I’m writing a medium test for a workflow and would like to test that the sleep logic behaves as expected. My first attempt was to do something like this:
test('should sleep for 1 day after a failed attempt', async () => {
const startTime = await temporal.env.currentTimeMs();
let elapsedTime = 0;
myMockActivity
.mockReturnValueOnce(false)
.mockImplementationOnce(async () => {
elapsedTime = (await temporal.env.currentTimeMs()) - startTime;
return true;
});
await run('123', temporal);
// 1 day in milliseconds is 86400000
expect(elapsedTime).toBe(86400000);
});
However, this obviously doesn’t work since the elapsed time will rarely ever be exactly 86400000 milliseconds. I could change it so that it checks that the value is within ±500 ms, but that seems kind of hacky.

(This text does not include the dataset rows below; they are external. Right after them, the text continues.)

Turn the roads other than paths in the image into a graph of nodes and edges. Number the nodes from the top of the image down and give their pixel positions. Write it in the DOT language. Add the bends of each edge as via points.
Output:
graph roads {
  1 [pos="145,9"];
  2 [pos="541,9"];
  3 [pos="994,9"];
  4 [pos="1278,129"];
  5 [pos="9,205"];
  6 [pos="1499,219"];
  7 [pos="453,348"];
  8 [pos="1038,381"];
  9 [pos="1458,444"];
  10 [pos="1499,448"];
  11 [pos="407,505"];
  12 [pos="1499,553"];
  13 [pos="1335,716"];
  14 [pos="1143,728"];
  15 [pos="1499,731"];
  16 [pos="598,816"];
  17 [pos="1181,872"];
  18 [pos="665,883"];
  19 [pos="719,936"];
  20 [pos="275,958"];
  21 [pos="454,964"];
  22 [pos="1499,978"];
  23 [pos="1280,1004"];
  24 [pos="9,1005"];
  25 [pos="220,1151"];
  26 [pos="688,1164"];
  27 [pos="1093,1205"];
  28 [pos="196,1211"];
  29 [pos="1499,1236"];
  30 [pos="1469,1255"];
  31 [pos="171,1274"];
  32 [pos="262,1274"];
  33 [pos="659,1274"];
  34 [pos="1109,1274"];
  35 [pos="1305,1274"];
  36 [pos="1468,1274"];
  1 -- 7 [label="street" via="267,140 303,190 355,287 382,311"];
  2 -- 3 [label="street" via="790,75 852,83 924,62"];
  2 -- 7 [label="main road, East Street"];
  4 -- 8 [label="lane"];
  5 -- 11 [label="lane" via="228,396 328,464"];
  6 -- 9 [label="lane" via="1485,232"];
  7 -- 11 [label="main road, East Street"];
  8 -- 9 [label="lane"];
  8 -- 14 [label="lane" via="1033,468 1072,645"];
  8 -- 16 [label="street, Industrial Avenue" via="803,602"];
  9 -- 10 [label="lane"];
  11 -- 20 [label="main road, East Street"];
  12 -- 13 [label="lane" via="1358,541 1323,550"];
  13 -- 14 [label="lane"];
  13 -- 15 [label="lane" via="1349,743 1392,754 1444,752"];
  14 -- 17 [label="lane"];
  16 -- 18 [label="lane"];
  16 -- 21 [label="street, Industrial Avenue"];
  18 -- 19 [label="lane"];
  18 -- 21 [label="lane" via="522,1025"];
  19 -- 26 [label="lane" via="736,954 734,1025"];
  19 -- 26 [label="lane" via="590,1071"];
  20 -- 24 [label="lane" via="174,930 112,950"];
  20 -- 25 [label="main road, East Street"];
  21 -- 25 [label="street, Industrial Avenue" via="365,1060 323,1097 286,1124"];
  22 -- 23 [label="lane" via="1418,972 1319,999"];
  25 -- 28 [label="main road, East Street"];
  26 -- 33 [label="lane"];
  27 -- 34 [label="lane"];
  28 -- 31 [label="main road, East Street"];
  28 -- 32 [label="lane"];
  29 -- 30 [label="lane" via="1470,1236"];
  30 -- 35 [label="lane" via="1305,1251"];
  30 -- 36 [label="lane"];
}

I asked the Temporal Docs AI and it gave me another suggestion: run the workflow without automatic time skipping, advance time by 23h59m59s
, verify that the next activity hasn’t been called, then advance it by 1 or 2 seconds and check that the activity has been called. However, this also seems a bit suboptimal.
Is there a better way to approach the problem of testing time logic? Obviously I trust that the Workflow will sleep for whatever interval I give it – I’m not trying to test the Workflow.sleep()
function itself – but if a workflow has a more complex system of sleep logic it would be nice to verify that everything followed the expected schedule.